A la réception de la lettre dont votre Altesse sérénissime m'honore j'écris encor au genevois Labat et je luy dis que ce n'est pas assez d'étre baron, qu'il faut encor étre poli.
Quand on a fait signer à un grand prince un reçu d'argent comptant il est juste, à ce qu'il me semble que cet argent soit touché. Je ne m'entends guères madame à ces négotiations genevoises, mais je soupçonne que le seigneur baron la Bat aura demandé que Vos A. Ses eussent à compter du jour qu'il aura envoyé ses lettres de change. Apparemment les banquiers ne les ont pas négociées assez tôt et le ministre de vos altesses sérénissimes les a pressez sans doute de finir. Sérieusement madame il est très ridicule qu'elle ait été si négligemment servie. Ses ordres doivent être exécutez avec plus de promtitude. J'ay fait ce que j'ay pu pour communiquer à mon baron toutte mon envie de vous plaire.
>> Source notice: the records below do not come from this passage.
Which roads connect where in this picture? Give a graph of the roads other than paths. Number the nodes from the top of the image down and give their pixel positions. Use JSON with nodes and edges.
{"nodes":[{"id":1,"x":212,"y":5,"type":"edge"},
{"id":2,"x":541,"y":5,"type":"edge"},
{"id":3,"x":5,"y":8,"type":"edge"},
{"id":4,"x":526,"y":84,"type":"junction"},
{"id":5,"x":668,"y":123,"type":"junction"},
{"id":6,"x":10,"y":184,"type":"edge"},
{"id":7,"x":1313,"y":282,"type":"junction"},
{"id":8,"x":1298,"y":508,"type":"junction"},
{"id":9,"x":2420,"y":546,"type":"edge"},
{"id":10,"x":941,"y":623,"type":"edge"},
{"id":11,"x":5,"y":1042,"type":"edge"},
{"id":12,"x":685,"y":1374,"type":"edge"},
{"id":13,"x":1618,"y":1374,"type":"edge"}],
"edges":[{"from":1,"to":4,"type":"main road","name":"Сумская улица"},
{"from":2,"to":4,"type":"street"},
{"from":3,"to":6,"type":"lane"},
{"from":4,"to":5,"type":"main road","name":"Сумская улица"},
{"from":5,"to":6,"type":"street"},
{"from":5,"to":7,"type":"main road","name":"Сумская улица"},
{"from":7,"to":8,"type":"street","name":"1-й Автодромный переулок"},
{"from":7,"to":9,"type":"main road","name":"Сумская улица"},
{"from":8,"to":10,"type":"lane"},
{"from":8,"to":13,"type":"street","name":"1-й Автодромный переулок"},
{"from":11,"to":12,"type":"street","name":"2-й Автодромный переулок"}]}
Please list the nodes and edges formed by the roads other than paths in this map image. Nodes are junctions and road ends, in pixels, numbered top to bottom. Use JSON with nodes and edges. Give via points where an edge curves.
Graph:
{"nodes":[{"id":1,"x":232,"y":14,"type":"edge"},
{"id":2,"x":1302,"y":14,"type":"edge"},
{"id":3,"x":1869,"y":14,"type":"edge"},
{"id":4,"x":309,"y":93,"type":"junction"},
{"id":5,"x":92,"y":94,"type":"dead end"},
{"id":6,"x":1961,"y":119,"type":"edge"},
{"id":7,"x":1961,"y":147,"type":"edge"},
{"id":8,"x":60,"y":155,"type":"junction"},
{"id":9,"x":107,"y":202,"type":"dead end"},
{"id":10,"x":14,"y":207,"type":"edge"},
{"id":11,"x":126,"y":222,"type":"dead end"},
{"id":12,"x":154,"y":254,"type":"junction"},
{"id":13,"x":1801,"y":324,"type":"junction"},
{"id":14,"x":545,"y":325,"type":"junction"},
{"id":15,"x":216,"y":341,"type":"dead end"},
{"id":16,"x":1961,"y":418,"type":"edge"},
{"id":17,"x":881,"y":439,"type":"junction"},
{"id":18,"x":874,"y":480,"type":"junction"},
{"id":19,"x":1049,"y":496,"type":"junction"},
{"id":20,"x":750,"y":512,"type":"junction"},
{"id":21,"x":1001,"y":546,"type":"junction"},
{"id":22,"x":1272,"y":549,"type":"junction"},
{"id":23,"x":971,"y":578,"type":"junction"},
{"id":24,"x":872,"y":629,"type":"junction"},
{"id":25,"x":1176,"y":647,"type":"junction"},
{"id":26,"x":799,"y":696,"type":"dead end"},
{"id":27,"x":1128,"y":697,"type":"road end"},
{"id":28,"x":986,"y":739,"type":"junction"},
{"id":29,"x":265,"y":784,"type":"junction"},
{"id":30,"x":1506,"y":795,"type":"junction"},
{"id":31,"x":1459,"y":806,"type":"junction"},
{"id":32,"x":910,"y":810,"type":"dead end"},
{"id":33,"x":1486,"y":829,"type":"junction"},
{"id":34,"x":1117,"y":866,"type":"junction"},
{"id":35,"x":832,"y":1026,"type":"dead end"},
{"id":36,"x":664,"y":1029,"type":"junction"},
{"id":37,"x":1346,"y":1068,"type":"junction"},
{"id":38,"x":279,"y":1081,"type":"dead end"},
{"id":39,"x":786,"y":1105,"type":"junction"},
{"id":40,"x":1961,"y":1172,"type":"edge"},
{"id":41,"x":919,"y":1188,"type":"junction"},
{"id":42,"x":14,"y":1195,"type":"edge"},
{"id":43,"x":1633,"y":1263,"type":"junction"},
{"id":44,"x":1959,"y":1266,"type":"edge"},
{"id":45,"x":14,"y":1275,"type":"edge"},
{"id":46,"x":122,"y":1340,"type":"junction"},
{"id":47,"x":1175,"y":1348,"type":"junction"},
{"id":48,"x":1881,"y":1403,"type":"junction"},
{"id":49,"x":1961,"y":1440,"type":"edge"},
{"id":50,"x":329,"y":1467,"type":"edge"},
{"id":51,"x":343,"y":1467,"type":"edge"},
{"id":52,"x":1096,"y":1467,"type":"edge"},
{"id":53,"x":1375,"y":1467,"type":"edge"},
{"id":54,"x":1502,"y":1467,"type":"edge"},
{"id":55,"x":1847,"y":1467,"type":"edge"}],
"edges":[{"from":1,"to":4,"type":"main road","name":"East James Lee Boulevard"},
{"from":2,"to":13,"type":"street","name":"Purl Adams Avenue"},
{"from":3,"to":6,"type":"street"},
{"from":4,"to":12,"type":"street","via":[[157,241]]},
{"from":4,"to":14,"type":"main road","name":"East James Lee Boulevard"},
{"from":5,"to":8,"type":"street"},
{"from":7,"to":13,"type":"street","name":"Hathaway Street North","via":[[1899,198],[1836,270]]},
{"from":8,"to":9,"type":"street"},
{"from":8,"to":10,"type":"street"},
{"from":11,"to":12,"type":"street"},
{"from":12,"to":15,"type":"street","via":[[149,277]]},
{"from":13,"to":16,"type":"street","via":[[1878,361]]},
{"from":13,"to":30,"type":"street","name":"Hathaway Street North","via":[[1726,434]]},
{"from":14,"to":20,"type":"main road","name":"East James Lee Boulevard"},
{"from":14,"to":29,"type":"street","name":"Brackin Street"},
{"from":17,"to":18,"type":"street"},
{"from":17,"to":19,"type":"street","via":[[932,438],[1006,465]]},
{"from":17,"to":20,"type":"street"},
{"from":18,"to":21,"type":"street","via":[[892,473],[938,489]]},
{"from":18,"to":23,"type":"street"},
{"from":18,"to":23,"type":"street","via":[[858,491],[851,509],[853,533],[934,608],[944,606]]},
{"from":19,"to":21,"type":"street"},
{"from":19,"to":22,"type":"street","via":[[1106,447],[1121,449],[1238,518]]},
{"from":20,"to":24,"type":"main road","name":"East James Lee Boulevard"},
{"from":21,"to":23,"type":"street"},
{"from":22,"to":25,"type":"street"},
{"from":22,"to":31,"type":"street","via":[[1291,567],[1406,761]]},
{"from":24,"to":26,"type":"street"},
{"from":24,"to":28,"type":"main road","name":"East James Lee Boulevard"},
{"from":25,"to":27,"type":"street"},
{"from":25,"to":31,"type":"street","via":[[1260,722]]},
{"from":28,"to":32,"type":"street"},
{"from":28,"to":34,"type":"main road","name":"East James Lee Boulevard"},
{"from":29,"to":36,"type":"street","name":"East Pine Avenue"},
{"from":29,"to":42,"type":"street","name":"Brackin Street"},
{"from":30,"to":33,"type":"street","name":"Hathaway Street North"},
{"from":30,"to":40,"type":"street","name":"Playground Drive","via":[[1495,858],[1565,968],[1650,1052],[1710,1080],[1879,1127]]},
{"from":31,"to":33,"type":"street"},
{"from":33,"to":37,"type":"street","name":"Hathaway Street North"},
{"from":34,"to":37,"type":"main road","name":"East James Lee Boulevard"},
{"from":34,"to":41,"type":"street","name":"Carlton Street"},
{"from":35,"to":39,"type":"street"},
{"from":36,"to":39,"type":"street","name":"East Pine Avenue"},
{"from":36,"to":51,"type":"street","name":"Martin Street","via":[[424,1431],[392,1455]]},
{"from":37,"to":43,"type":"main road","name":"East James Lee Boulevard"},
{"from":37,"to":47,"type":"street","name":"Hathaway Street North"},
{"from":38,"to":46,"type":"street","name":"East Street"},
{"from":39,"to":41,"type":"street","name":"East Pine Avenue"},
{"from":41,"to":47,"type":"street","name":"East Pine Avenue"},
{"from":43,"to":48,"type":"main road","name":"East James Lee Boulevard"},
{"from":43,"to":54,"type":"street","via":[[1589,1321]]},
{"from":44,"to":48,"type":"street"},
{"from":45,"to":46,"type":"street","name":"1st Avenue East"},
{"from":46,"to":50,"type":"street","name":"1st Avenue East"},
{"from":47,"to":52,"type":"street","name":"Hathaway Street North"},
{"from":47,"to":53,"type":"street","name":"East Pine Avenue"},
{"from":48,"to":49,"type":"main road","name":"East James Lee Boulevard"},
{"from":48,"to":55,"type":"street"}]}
Ah madame s'il avait fait comme moy un séjour à Gotha, s'il avait eu le bonheur d'aprocher de madame la duchesse il serait certainement plus diligent; il regarderait comme un crime de faire attendre un moment vos A. Ses. Dieu veuille que ses cinquante mille florins ne soient pas pris par des houzards. Nous sommes dans un temps où la moitié du monde tue son prochain, et où l'autre le pille. Votre Laudon, madame qui dit que Dieu punit les hommes, est un des instruments de la justice divine, la punition est un peu longue et n'a pas l'air de finir sitost. S'il y a cinq justes en faveur de qui on puisse pardonner, ces cinq justes sont dans le châtau d'Ernest le pieux. Je suis au désespoir qu'Altembourg soit dans le chemin des méchants. Quand ce chemin sera t'il libre? quand pourai-je y venir faire ma cour à vos alt. Ses ? Ce serait une belle occasion dans ma vieillesse, et la plus chère de mes consolations de pouvoir renouveller à vos alt. Ses mon profond respect et mon tendre attachement. C'est ce que demande à dieu

le suisse V.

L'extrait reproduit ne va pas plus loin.